The starting point is a scenario where several sensors observe one event and the whole network is available for data processing. Most work on distributed signal processing over acoustic sensor networks makes simplifying assumptions regarding the network (e.g., a perfect communication link with infinite data rate, zero latency, perfect reachability, and zero clock synchronization error) or the application task (e.g., that the nodes that observe an event are already selected or that there is only a single such task to solve). We intend to take one step towards realism by making fewer a priori assumptions.

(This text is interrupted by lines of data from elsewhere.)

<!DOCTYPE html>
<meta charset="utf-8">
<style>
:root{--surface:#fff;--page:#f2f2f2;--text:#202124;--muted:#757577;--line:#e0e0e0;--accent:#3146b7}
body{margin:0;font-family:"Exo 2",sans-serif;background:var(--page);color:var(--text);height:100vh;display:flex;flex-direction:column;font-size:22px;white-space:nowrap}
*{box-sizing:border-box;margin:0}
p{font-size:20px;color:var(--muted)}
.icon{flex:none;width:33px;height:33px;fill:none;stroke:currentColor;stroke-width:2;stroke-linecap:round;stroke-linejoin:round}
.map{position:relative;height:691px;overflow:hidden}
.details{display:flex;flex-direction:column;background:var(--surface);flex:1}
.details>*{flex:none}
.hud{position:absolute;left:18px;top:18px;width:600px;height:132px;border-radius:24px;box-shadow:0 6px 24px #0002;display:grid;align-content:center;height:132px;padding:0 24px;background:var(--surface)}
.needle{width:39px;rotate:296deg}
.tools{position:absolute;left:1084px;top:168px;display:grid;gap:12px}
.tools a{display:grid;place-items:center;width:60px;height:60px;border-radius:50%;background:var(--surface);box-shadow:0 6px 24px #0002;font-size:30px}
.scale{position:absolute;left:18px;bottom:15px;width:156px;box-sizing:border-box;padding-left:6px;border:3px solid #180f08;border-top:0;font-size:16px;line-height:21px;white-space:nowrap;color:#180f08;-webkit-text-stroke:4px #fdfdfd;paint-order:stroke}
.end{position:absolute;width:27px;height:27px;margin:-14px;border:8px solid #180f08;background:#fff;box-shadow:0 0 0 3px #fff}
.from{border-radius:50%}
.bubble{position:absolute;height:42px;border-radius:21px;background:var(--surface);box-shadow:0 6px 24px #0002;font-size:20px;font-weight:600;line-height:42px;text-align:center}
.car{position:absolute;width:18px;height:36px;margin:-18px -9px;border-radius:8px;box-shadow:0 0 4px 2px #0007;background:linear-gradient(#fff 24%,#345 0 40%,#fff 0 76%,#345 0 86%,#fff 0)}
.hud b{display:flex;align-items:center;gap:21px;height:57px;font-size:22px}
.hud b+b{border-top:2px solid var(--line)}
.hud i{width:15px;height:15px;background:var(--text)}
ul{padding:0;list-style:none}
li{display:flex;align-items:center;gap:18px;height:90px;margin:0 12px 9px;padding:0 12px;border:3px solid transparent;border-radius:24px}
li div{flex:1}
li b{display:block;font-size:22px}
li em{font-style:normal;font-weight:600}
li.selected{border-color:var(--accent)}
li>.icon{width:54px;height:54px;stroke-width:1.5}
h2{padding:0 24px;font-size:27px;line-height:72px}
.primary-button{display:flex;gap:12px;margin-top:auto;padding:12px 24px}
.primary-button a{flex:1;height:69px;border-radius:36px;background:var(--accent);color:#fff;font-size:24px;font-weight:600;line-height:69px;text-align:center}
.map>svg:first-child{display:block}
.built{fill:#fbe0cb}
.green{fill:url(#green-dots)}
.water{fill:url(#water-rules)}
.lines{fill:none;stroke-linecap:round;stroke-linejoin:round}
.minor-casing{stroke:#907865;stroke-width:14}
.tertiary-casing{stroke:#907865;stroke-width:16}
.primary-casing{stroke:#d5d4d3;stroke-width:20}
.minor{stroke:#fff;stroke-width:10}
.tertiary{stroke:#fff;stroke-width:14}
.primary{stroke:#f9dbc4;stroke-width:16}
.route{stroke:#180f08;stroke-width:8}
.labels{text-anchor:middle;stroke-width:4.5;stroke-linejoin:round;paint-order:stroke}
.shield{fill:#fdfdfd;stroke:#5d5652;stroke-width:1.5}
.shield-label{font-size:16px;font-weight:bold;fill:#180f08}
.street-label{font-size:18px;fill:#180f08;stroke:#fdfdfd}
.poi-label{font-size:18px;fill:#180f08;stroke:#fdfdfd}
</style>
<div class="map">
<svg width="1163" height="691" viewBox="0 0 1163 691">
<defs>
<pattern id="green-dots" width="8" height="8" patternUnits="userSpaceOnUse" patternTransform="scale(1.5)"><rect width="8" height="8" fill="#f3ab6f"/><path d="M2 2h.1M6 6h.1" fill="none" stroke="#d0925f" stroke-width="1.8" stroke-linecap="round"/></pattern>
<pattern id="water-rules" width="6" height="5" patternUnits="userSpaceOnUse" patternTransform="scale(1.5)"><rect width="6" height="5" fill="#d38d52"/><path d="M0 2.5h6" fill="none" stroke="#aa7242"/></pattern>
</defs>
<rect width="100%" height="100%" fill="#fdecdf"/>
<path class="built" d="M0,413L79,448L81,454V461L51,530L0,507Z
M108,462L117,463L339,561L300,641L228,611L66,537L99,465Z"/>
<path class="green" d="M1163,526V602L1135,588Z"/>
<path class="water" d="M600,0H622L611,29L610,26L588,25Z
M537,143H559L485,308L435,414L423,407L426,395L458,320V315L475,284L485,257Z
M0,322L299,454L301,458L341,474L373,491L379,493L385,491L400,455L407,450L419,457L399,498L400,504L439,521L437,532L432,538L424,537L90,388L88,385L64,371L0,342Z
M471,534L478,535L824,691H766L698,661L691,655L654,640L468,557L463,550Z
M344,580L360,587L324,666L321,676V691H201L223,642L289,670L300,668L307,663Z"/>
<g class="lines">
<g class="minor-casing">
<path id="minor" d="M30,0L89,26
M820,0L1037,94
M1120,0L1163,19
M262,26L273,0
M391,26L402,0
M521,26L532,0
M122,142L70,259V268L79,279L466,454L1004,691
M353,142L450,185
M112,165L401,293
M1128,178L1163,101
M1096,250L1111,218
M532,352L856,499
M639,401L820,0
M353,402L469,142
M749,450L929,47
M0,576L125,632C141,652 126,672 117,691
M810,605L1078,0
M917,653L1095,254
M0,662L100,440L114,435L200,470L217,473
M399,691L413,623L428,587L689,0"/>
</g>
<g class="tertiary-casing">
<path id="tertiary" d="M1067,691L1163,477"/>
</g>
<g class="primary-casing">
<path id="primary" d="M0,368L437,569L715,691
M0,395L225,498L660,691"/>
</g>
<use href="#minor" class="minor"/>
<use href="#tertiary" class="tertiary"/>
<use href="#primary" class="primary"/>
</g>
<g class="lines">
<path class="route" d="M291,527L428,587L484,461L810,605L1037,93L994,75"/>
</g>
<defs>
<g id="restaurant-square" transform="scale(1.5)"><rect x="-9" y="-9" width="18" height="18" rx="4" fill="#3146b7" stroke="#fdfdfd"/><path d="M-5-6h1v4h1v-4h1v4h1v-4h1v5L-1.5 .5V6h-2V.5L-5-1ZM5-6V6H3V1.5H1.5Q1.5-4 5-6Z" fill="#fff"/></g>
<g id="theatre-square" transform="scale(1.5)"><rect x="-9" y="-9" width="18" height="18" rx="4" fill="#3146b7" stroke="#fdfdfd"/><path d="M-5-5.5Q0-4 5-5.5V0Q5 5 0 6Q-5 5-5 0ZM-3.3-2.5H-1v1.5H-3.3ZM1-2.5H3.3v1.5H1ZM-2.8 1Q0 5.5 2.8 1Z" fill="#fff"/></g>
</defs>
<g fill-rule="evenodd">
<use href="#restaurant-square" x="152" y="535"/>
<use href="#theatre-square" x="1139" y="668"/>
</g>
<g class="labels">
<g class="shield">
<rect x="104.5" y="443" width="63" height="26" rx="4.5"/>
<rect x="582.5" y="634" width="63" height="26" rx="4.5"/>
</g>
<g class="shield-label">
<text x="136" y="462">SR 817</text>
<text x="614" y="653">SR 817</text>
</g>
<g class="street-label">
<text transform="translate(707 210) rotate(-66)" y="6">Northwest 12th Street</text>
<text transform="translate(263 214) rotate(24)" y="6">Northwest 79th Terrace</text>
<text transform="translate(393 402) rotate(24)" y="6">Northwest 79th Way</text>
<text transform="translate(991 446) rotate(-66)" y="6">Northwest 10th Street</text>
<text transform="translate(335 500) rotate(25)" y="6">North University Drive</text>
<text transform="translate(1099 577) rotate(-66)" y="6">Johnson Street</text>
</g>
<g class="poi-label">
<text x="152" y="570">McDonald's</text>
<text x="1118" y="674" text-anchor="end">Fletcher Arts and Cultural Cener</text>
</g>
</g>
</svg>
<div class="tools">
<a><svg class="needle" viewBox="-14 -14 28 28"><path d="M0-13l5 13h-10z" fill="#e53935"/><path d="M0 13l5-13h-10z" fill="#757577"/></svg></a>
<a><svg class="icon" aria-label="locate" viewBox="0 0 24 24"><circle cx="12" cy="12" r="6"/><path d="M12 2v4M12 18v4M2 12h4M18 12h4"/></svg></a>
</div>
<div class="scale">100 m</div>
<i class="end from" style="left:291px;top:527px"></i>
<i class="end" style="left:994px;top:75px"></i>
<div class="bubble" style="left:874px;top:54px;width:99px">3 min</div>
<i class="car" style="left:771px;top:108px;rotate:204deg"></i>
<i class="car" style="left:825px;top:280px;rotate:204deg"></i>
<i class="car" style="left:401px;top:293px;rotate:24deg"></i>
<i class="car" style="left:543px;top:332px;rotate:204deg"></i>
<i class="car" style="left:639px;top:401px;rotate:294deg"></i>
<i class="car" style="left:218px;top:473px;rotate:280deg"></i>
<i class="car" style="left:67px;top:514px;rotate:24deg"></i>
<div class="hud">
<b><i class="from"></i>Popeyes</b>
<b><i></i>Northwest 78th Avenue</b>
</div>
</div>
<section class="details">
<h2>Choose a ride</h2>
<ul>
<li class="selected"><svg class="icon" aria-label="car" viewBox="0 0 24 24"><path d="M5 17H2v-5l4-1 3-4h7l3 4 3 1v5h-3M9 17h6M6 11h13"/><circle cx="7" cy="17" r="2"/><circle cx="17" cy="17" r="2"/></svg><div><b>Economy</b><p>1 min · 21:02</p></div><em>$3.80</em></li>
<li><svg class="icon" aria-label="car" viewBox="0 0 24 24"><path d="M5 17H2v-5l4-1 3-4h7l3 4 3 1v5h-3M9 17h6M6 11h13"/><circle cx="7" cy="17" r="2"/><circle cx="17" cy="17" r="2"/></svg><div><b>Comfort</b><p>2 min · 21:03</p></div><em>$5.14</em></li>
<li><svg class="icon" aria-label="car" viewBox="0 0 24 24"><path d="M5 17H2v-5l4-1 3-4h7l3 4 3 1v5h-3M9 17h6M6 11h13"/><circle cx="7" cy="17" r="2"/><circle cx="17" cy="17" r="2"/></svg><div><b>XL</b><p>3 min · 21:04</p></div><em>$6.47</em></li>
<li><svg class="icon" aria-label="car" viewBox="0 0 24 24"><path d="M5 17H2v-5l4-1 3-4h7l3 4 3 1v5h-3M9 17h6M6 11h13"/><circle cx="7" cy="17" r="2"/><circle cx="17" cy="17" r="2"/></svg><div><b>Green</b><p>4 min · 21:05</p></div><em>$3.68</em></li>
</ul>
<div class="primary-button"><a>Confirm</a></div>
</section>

Specifically, we intend to answer this question: Given an acoustic signal processing task and a sensor network, which sensors should record, process or store acoustic data and which algorithm should be utilized? Data acquisition depends primarily on the acoustic environment and on the task to fulfill but also on the available sensor nodes capacities (microphones, energy); data processing depends primarily on available resources for computing and communication and on where the processing result is needed but also on the data acquisition task to fulfill; the algorithm choice depends on the acoustic scene at hand (e.g., single or multiple sources). Hence, there is a strong interdependence between these three aspects. We approach this interdependence as a joint question of role assignment and parameter selection (where the algorithm choice is perceived as a parameter as well): different roles (e.g., sensing, storing, transmitting, processing) have to be assigned to various nodes and algorithm parameters (e.g., sampling rates, FFT parameters) have to be selected for mechanisms, algorithms, and protocols on all system layers.
While some general results for role assignment exist, we are not aware of approaches considering freedom of choice in data acquisition and processing jointly and specific for acoustic applications. For example, it might be overall advantageous to use a suboptimally located microphone if there is ample processing capacity nearby or the recorded data can be easily transported away because the wireless channels to this microphone are in good shape. Multiple concurrent acoustic tasks compound this problem.
We limit our attention to specifics of acoustic signal processing, starting with signal extraction and source localization. We will need distributed versions of the signal processing algorithms as well as distributed versions of the control algorithms -- e.g., when a source moves, the choice which microphone to switch on might have to happen very quickly. Moreover, we do consider realistic channel models, both for the wireless links as well as for acoustic signal propagation.
Distributed versions of algorithms will be developed that are aware of the limitations of the wireless network. We investigate how data streams have to be organized for an optimal trade-off between acoustic signal processing performance and resource efficiency of the communication network.